Homecoming

If August, with it’s no-days-off since June
work schedule, and strange dream-like boredom
is my least favorite month, then September
marks a return to the Colorado that I love.

There is a condensing and orderliness to September.
It becomes a month of preparation and canning.
Trailers and motor homes begin their great migrations
south. The back country empties during the work week.
Solitude, like a tide, seeps back in hollows and haunts.
The dust settles. The light sharpens.

September also marks the anniversary of my return to Colorado. There were a
string of places I lived between leaving Colorado as a kid and returning as a
twenty-five year old. Walla Walla, WA with it’s skittering quail and exploding
pheasants, long faced wheat fields washing up against the Blue Mountains, and
sulky bull trout being the best. Battle Ground, WA with it’s explosion of clapboard
housing on the border between vanishing dairy farms and heavily logged
mountains, long rainy winters, and blackberry vines thick as thumbs, thin as floss,
being the worst.

Of course in the end it was Tucson, AZ with it’s six lane, mile long blocks which
extended forever, spiny jumping cholla flicking up from shoe laces, rattle snake
and scorpion infested dry washes, monsoons which would sweep through like
freight trains, the smells of mesquite, rosemary, and citrus blossoming
instantaneously along Tucson’s back streets, that sent me on a b-line straight back
to Colorado and my sister’s place, where I showed up for a week long fishing
vacation and never left.

Like my own homecoming, like homecomings all across the country which will take
place in September, I wonder what it is that leads us to a place, eventually brings
us back, or makes us stay.

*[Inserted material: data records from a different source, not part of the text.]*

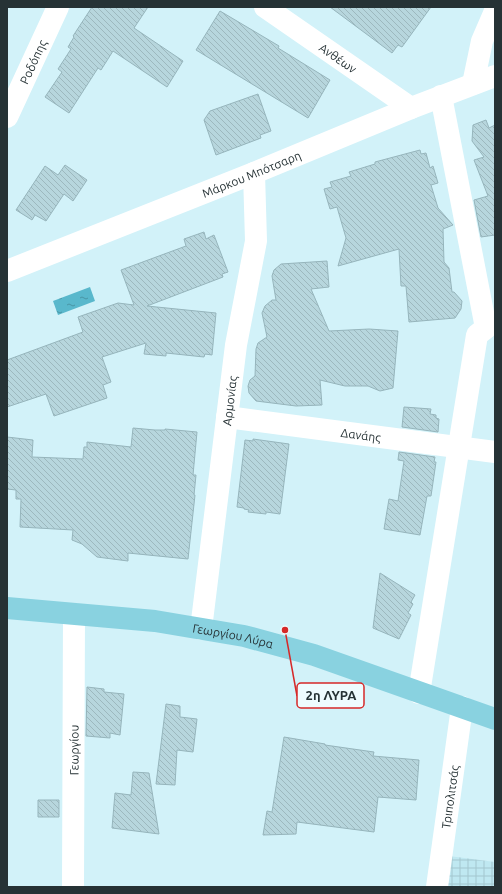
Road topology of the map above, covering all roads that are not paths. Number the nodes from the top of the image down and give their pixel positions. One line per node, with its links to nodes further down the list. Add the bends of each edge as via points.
1 (58, 7): 8 (street, Ροδόπης)
2 (265, 7): 7 (street, Ανθέων)
3 (495, 11): 5 (street, via 482,41)
4 (495, 76): 5 (street, Μάρκου Μπότσαρη)
5 (473, 84): 6 (street, Μάρκου Μπότσαρη)
6 (441, 96): 7 (street, Μάρκου Μπότσαρη); 11 (street)
7 (411, 108): 9 (street, Μάρκου Μπότσαρη)
8 (7, 117)
9 (254, 173): 10 (street, Μάρκου Μπότσαρη); 12 (street, Αρμονίας, via 256,241 236,345)
10 (7, 271)
11 (490, 326): 13 (street, via 477,335)
12 (227, 417): 13 (street, Δανάης); 17 (street, Αρμονίας)
13 (459, 447): 14 (street, Δανάης); 18 (street)
14 (495, 452)
15 (7, 608): 16 (main road, Γεωργίου Λύρα)
16 (74, 614): 17 (main road, Γεωργίου Λύρα, via 155,621); 21 (street, Γεωργίου)
17 (201, 629): 18 (main road, Γεωργίου Λύρα, via 244,636 314,655)
18 (419, 693): 19 (main road, Γεωργίου Λύρα)
19 (462, 707): 20 (main road, Γεωργίου Λύρα); 22 (street, Τριπολιτσάς)
20 (495, 719)
21 (73, 887)
22 (437, 887)

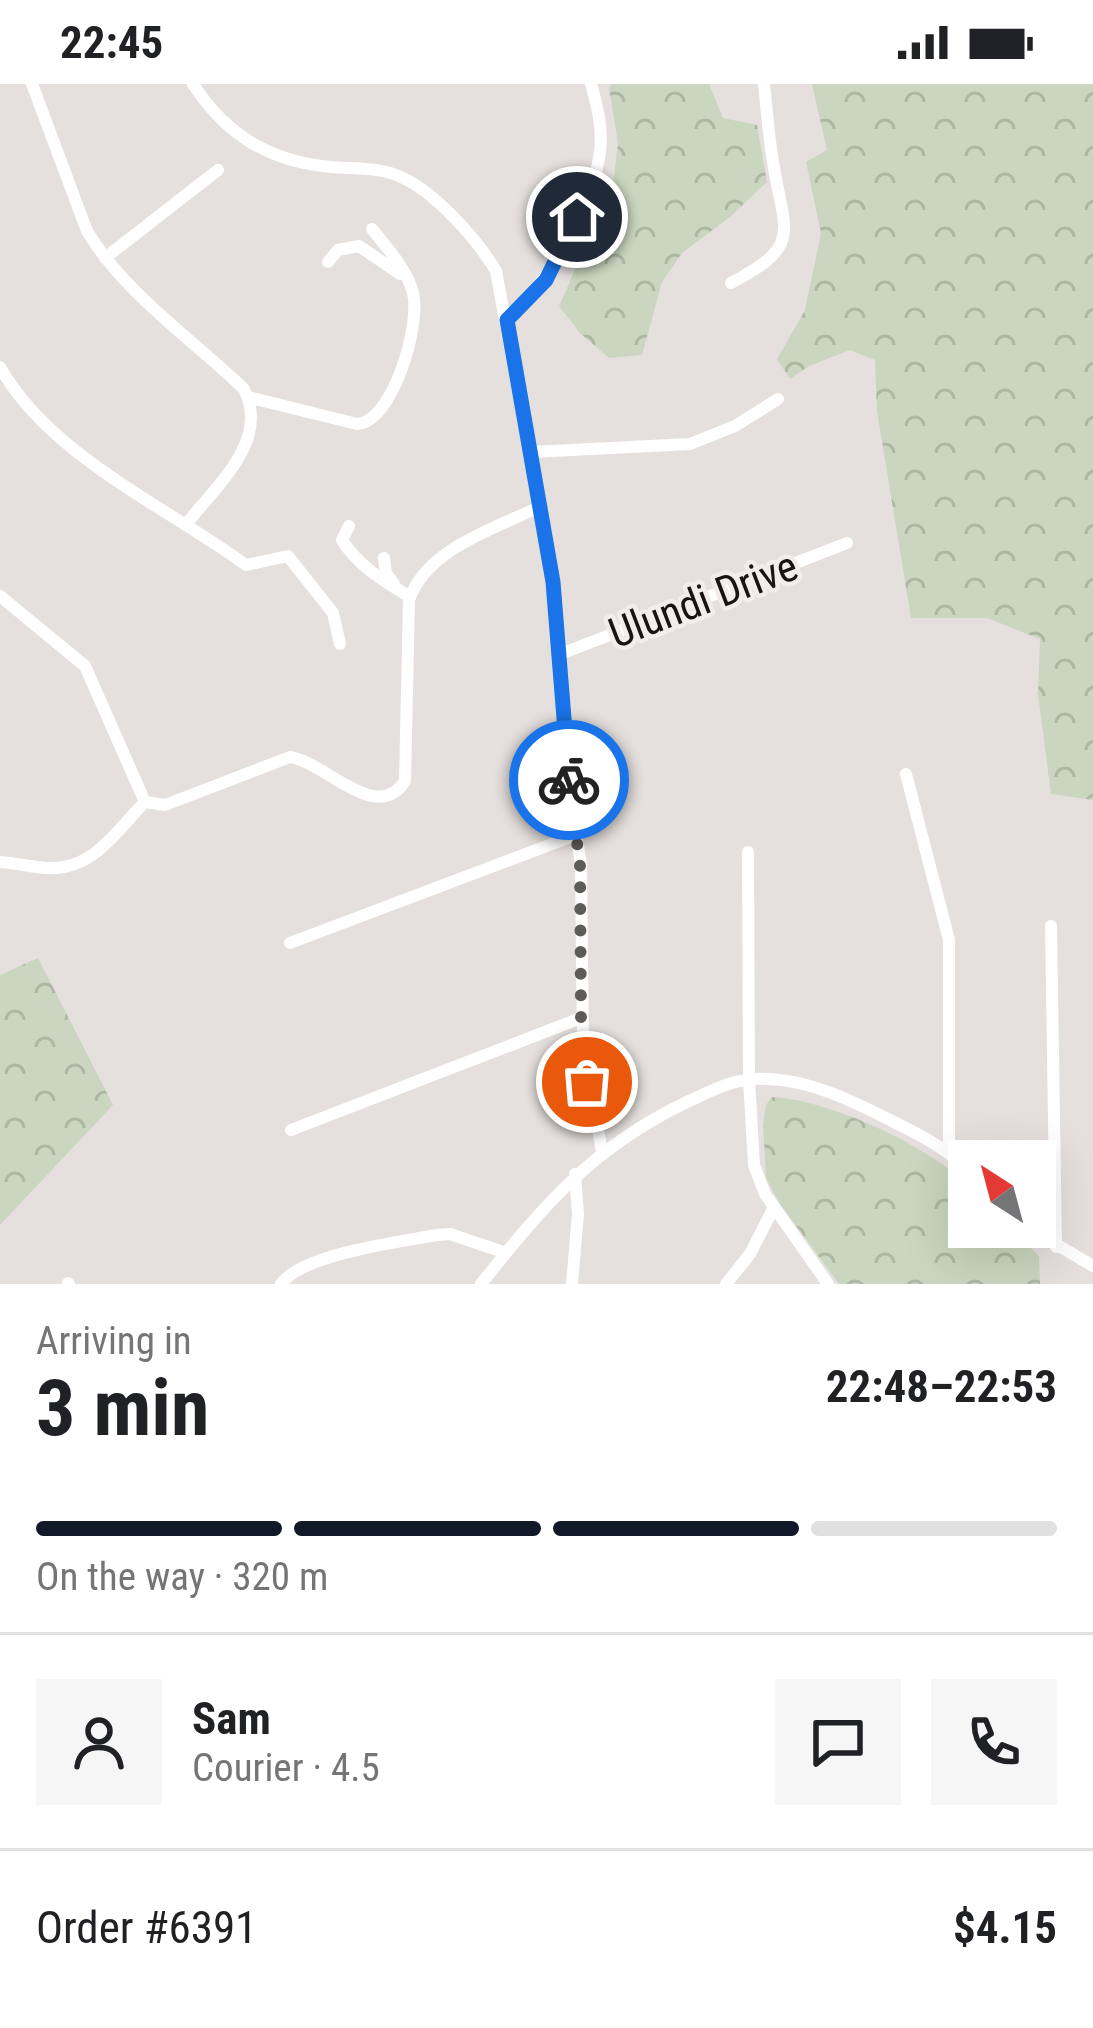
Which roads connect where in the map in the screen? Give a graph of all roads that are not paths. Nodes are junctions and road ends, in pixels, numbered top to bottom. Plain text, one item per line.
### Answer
1 (32, 84) edge
2 (193, 84) edge
3 (591, 84) edge
4 (764, 84) edge
5 (218, 170) dead end
6 (373, 229) dead end
7 (105, 258) junction
8 (328, 262) dead end
9 (406, 278) junction
10 (731, 283) dead end
11 (507, 320) junction
12 (0, 367) edge
13 (248, 397) junction
14 (778, 399) dead end
15 (531, 452) junction
16 (541, 506) junction
17 (188, 522) junction
18 (349, 526) dead end
19 (847, 543) dead end
20 (384, 557) dead end
21 (404, 593) junction
22 (0, 596) edge
23 (340, 644) dead end
24 (558, 655) junction
25 (906, 774) dead end
26 (145, 802) junction
27 (576, 835) junction
28 (748, 851) dead end
29 (0, 862) edge
30 (1051, 926) dead end
31 (290, 943) dead end
32 (581, 1018) junction
33 (749, 1079) junction
34 (291, 1130) dead end
35 (949, 1140) edge
36 (1054, 1140) edge
37 (948, 1150) edge
38 (602, 1152) junction
39 (575, 1174) junction
40 (774, 1207) junction
41 (1056, 1246) edge
42 (506, 1252) junction
43 (1093, 1266) edge
44 (829, 1283) edge
45 (281, 1284) edge
46 (481, 1284) edge
47 (572, 1284) edge
48 (726, 1284) edge

1 - 7 street
2 - 11 street
3 - 11 street
4 - 10 street
5 - 7 street
6 - 9 street
7 - 13 street
8 - 9 street
9 - 13 street
11 - 15 street
12 - 17 street
13 - 17 street
14 - 15 street
15 - 16 street
16 - 21 street
16 - 24 street
17 - 23 street
18 - 21 street
19 - 24 street, Ulundi Drive
20 - 21 street
21 - 26 street
22 - 26 street
24 - 27 street
25 - 35 street
26 - 29 street
27 - 31 street
27 - 32 street
28 - 33 street
30 - 36 street
32 - 34 street
32 - 38 street
33 - 37 street
33 - 38 street
33 - 40 street
38 - 39 street
39 - 42 street
39 - 47 street
40 - 44 street
40 - 48 street
41 - 43 street
42 - 45 street
42 - 46 street

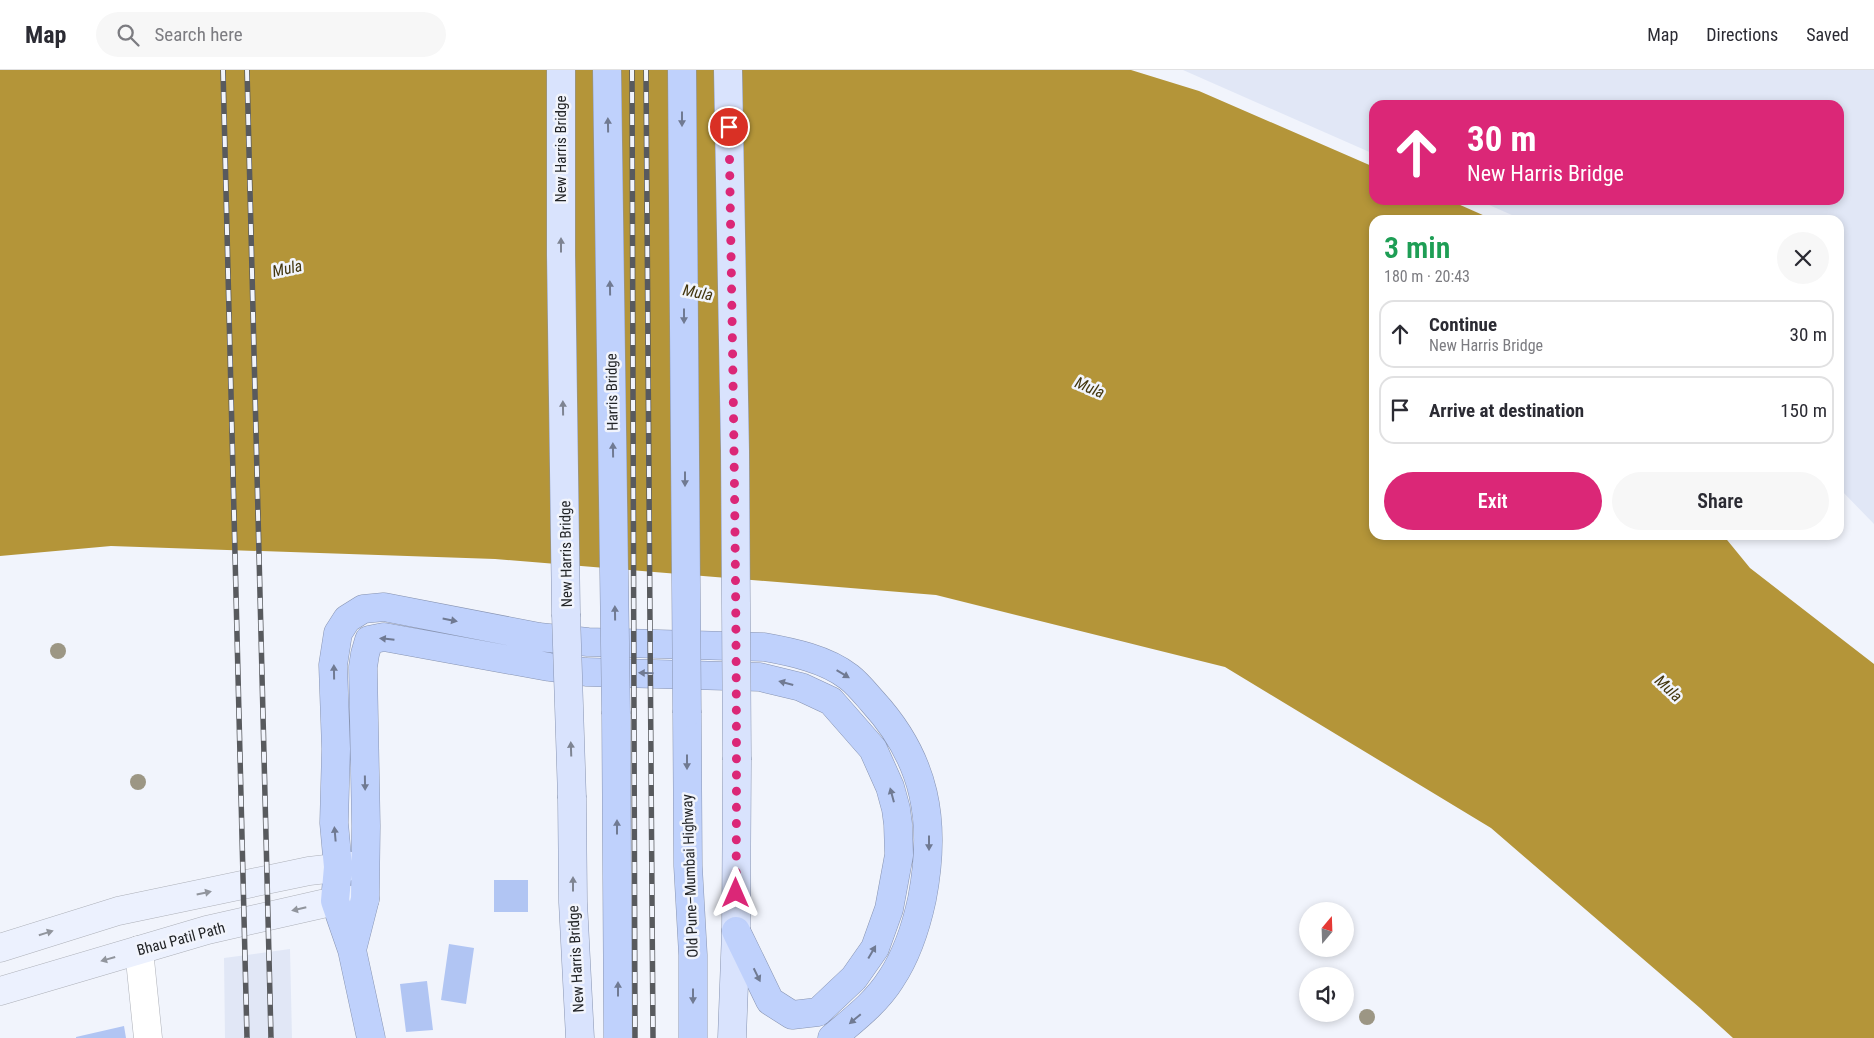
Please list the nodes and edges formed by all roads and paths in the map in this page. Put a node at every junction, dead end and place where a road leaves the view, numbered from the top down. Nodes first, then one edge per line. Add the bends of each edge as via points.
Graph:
1 (561, 70) edge
2 (608, 70) edge
3 (682, 70) edge
4 (728, 70) edge
5 (365, 864) junction
6 (338, 867) junction
7 (365, 899) junction
8 (335, 901) junction
9 (736, 931) junction
10 (0, 948) edge
11 (140, 950) junction
12 (352, 950) junction
13 (0, 991) edge
14 (148, 1038) edge
15 (371, 1038) edge
16 (580, 1038) edge
17 (618, 1038) edge
18 (693, 1038) edge
19 (732, 1038) edge
20 (832, 1038) edge

16 -> 1 main road, New Harris Bridge, bridge via 573,902 566,594
17 -> 2 highway, Harris Bridge, bridge
3 -> 18 highway, Old Pune–Mumbai Highway, bridge via 688,866
4 - 9 main road, bridge via 735,451
5 - 6 main road
5 - 7 highway
9 -> 5 highway via 770,1001 792,1015 818,1012 854,978 875,948 889,909 899,855 896,809 873,749 831,701 801,687 760,677 586,672 384,637 373,638 367,645 363,667
6 - 8 highway
10 -> 6 main road via 118,911
6 -> 20 highway via 334,823 333,665 338,633 347,619 363,609 384,607 546,638 764,647 812,659 849,676 885,714 898,733 919,778 926,802 930,838 918,917 901,962 890,981 866,1009
7 - 8 main road, Bhau Patil Path
7 - 12 highway
8 -> 11 main road, Bhau Patil Path via 207,930
8 - 12 highway
9 - 19 main road
11 -> 13 main road, Bhau Patil Path
11 - 14 street
12 - 15 highway

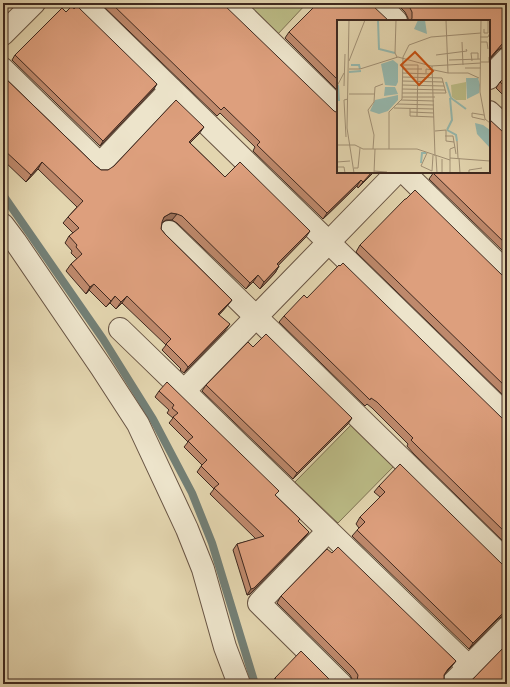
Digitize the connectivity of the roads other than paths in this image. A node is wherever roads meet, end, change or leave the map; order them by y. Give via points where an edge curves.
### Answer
1 (34, 3) edge
2 (83, 3) edge
3 (231, 3) edge
4 (378, 3) edge
5 (395, 20) edge
6 (3, 34) edge
7 (507, 59) edge
8 (3, 69) edge
9 (490, 77) edge
10 (171, 89) junction
11 (337, 107) edge
12 (490, 113) edge
13 (507, 129) edge
14 (396, 173) edge
15 (405, 173) edge
16 (3, 225) edge
17 (169, 232) dead end
18 (329, 242) junction
19 (507, 273) edge
20 (256, 317) junction
21 (120, 329) dead end
22 (184, 391) junction
23 (507, 416) edge
24 (328, 531) junction
25 (507, 562) edge
26 (507, 628) edge
27 (469, 667) junction
28 (239, 684) edge
29 (342, 684) edge
30 (452, 684) edge

1 - 6 street
2 - 10 street
3 - 11 street
4 - 5 street
7 - 9 street
8 - 10 street via 100,164
10 - 18 street
12 - 13 street
14 - 18 street
15 - 19 street
16 - 28 street via 138,424 187,528 203,569 225,647
17 - 20 street
18 - 20 street
18 - 23 street
20 - 22 street
20 - 25 street
21 - 22 street
22 - 24 street
24 - 27 street
24 - 29 street via 259,604
26 - 27 street
27 - 30 street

Why, for some of us, Colorado will mark a temporary
holding, a second home, or a stop in a greater migration elsewhere. While for
others it represents a reinvention of who we always wanted to be, which of course,
is what we’ve been all along.

Money in My Pocket

I’d rather have a poem in my pocket
because you can’t sell a poem.

This poem in my pocket is like money
in the bank and a small stream,
way, way back in the mountains
with fish the size of my palm, fish
the size of my arm, fish swimming
behind the lids of my eyes
as I dream the dreamless sleep
of August. And still, I’d rather
have a poem in my pocket than a fish.

This poem in my pocket to remind me,
that when I’ve got no money
and rivers full of fish to take clients to,
who put money in my pocket,
I’ve got to put my clients on the fish.

We all need a little money in our pockets,
but I’ve got to have this poem because I know
it’s all I’ll have when the money’s gone.